Work order: Only lines with the word "Correia" are needed; collect each of them from the listing below.
[Materials provided Boundary: Start]
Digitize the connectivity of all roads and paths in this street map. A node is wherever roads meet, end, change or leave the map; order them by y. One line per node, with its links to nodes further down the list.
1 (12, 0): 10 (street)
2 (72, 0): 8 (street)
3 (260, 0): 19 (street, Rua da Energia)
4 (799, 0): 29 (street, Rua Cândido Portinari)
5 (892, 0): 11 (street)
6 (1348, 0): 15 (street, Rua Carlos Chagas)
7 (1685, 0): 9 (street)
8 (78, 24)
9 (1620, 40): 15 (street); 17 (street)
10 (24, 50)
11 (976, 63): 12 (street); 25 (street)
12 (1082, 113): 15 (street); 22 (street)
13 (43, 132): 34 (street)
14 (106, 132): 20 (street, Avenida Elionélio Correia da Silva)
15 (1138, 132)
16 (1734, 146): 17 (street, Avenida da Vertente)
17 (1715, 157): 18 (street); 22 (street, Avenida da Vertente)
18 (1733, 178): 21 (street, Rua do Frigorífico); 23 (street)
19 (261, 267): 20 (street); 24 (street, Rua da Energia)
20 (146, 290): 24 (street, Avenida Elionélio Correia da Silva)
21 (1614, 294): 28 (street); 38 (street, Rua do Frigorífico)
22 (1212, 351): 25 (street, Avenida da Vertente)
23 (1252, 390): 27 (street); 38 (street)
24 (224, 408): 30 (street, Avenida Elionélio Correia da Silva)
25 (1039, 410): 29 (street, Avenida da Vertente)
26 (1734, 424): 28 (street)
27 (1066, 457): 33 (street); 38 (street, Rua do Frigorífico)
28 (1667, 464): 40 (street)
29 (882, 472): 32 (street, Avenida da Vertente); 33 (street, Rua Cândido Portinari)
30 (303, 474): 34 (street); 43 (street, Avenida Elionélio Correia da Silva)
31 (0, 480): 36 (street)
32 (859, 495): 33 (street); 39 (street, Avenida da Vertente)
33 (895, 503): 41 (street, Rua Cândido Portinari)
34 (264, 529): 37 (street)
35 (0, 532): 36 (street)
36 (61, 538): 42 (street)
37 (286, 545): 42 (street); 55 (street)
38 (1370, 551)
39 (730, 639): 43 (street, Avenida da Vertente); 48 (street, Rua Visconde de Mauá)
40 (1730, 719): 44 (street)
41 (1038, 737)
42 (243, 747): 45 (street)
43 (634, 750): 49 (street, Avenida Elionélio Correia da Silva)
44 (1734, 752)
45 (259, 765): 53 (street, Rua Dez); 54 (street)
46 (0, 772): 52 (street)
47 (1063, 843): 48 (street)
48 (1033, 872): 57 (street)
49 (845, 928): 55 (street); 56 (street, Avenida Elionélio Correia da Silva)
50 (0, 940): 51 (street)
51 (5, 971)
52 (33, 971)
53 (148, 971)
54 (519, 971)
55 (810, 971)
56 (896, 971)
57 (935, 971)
[Materials provided Boundary: End]
Exercise answer:
14 (106, 132): 20 (street, Avenida Elionélio Correia da Silva)
20 (146, 290): 24 (street, Avenida Elionélio Correia da Silva)
24 (224, 408): 30 (street, Avenida Elionélio Correia da Silva)
30 (303, 474): 34 (street); 43 (street, Avenida Elionélio Correia da Silva)
43 (634, 750): 49 (street, Avenida Elionélio Correia da Silva)
49 (845, 928): 55 (street); 56 (street, Avenida Elionélio Correia da Silva)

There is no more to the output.